◆ **What the task asks**:
Lines below that include the word "their" should each be copied.

◆ **Records for this task**:
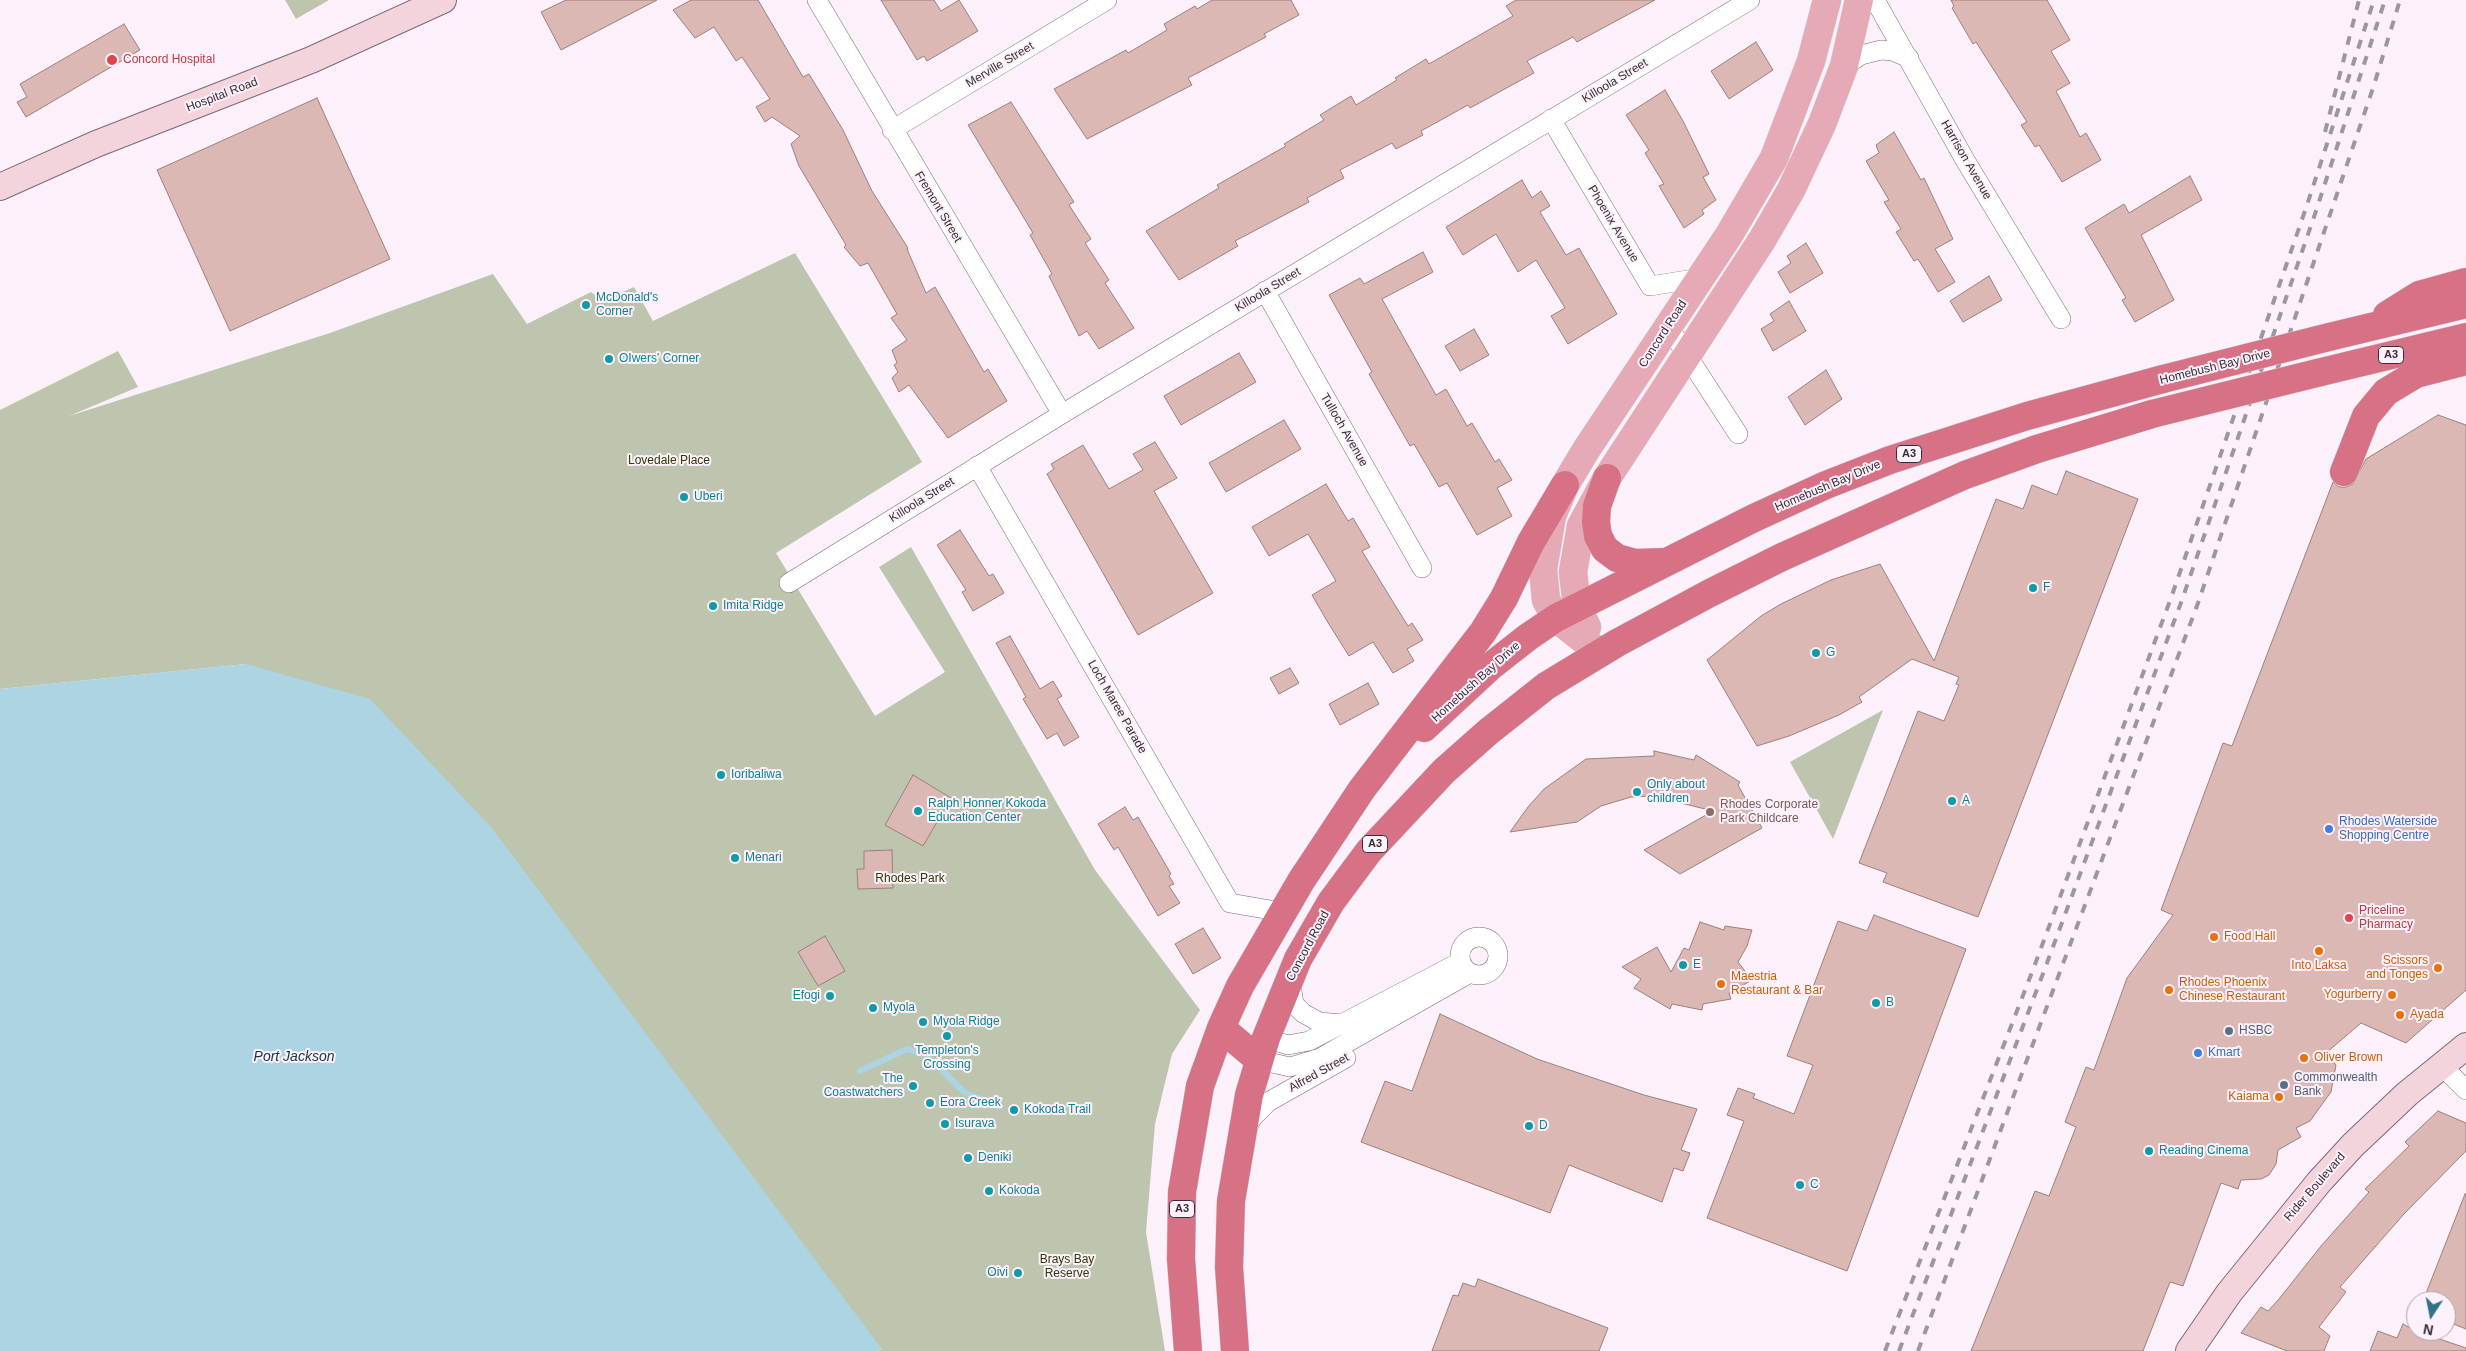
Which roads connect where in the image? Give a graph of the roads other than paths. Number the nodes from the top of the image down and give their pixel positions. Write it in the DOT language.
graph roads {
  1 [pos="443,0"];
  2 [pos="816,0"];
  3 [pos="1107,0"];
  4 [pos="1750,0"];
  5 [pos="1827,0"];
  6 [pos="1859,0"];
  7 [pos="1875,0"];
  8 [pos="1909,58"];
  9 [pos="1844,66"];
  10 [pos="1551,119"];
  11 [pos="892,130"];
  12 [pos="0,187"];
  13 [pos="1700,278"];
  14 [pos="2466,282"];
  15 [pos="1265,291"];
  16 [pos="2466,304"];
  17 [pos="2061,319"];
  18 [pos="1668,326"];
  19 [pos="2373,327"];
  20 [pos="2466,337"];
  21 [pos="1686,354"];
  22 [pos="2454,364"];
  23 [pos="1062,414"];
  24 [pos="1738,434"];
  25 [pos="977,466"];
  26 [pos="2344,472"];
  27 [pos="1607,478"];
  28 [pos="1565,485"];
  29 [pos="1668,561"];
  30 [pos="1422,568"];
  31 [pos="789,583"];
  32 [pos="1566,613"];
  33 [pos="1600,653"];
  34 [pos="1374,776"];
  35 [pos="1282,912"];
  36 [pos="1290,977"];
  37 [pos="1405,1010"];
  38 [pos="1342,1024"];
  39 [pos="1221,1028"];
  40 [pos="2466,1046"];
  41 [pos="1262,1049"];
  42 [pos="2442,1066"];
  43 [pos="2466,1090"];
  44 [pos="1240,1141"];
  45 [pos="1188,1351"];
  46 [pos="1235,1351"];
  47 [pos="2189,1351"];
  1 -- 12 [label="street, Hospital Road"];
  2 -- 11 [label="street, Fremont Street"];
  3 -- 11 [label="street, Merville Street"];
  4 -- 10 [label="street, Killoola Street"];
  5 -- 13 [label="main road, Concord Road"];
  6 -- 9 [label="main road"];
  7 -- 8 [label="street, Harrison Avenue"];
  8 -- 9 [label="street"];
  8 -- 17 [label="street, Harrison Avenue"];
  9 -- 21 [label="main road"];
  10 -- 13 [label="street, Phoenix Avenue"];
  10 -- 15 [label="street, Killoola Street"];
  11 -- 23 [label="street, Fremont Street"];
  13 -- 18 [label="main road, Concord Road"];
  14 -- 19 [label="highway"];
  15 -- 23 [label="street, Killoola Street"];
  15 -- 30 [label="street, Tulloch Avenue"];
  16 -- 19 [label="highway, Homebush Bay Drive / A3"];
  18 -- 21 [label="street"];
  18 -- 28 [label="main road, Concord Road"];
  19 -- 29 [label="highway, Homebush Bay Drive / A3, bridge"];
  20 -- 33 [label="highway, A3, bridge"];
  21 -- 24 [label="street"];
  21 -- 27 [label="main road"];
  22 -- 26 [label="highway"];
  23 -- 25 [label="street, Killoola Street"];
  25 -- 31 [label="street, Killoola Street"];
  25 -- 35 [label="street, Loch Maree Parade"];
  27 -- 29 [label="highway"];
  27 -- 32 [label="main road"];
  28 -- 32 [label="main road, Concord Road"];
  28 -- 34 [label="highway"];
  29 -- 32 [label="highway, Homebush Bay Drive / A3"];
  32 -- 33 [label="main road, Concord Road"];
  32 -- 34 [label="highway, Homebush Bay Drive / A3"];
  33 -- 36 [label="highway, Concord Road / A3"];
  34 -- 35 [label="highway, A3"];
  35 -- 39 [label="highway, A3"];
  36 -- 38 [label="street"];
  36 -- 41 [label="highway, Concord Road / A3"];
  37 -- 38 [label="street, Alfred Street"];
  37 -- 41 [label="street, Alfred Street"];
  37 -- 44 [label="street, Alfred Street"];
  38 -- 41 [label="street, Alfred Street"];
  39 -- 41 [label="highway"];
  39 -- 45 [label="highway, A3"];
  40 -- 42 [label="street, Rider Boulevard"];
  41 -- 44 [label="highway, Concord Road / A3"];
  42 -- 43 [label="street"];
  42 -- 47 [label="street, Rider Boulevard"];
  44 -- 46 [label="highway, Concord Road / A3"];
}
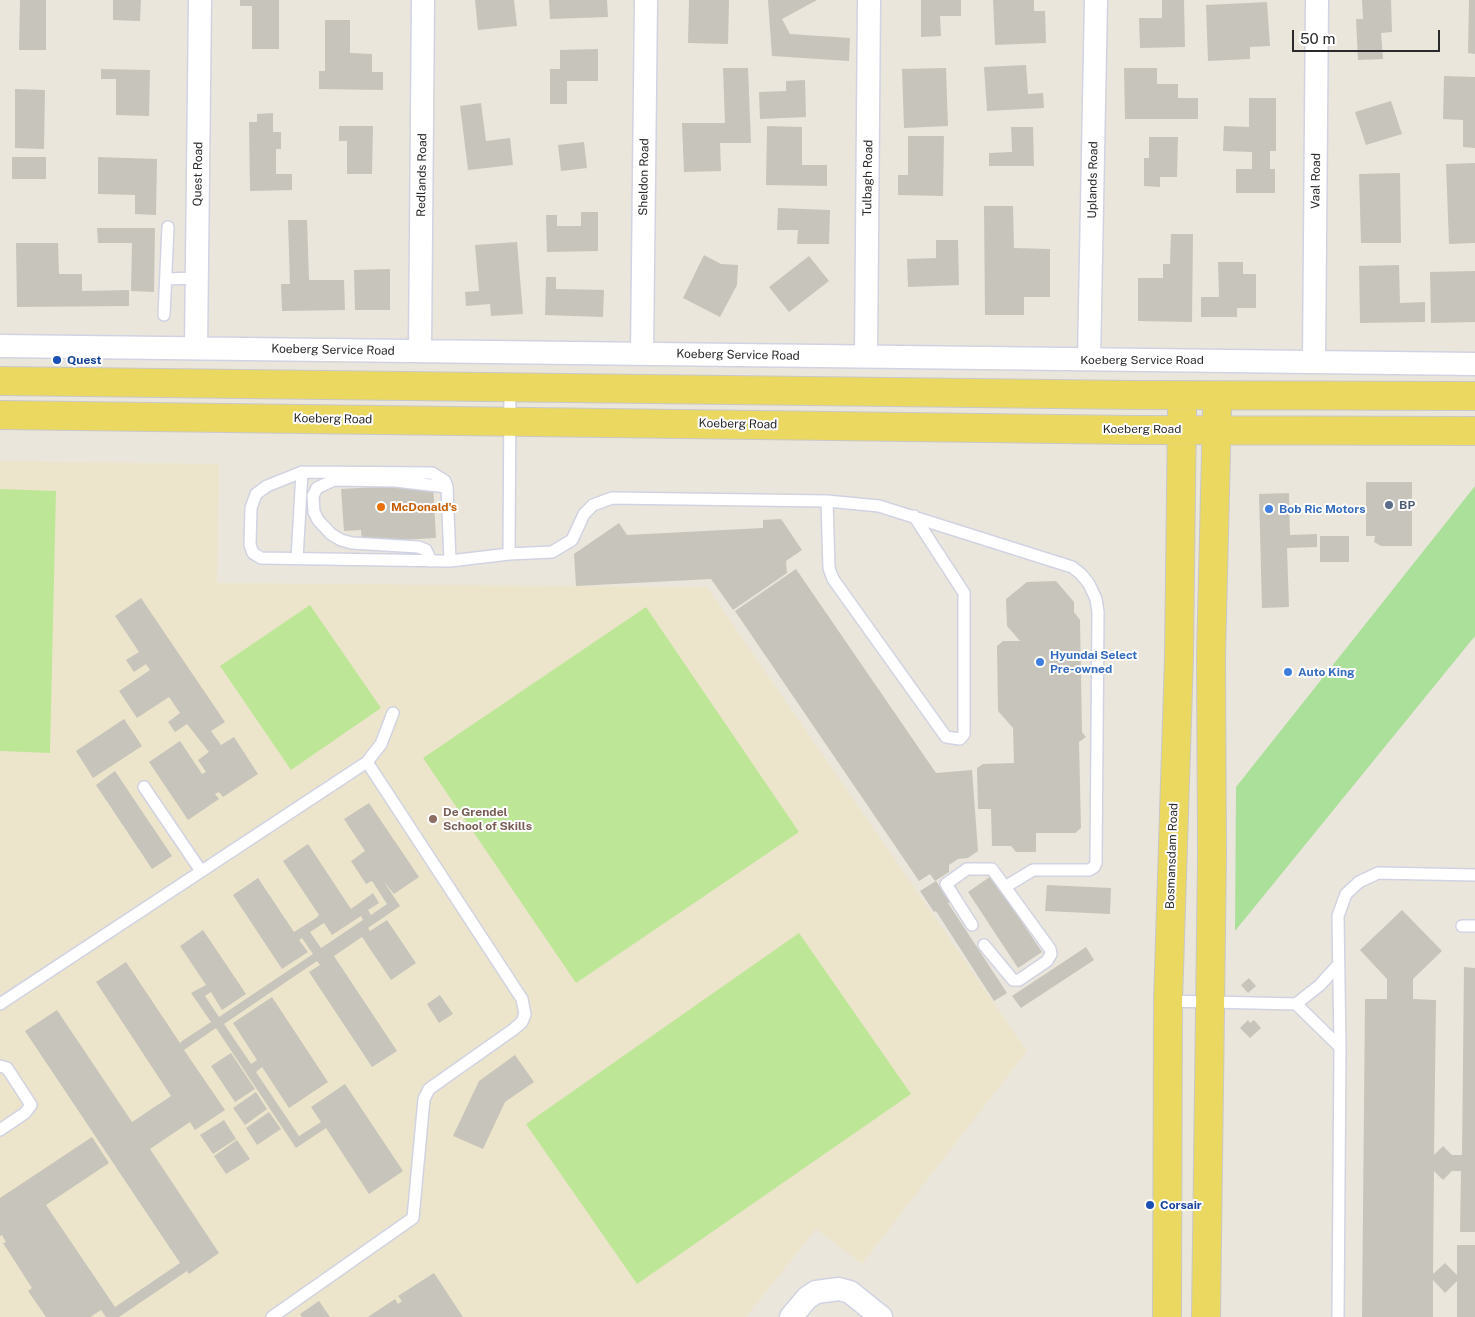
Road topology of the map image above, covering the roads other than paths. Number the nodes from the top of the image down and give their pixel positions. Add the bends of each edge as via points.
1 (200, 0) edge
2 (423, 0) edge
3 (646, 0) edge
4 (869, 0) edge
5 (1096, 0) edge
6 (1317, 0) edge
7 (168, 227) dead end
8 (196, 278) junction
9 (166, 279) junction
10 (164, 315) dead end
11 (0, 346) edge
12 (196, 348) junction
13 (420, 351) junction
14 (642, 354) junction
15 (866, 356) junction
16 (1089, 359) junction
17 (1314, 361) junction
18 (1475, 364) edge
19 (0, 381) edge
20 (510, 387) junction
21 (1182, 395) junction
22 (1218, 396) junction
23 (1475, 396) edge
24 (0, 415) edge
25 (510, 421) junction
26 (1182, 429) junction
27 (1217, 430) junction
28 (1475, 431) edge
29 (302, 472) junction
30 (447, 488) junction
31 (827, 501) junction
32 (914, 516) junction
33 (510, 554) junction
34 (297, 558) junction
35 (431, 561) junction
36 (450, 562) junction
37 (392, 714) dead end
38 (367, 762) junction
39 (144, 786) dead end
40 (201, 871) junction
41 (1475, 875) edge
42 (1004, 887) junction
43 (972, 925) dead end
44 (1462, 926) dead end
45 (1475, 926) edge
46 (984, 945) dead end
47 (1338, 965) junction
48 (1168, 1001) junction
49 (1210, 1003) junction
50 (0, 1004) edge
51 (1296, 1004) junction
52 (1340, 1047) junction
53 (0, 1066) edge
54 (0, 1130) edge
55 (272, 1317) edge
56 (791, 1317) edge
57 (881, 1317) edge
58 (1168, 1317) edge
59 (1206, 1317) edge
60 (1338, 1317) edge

◆ **Problem solution**:
Which roads connect where in the image? Give a graph of the roads other than paths. Number the nodes from the top of the image down and give their pixel positions. Write it in the DOT language.
Road topology of the map image above, covering the roads other than paths. Number the nodes from the top of the image down and give their pixel positions. Add the bends of each edge as via points.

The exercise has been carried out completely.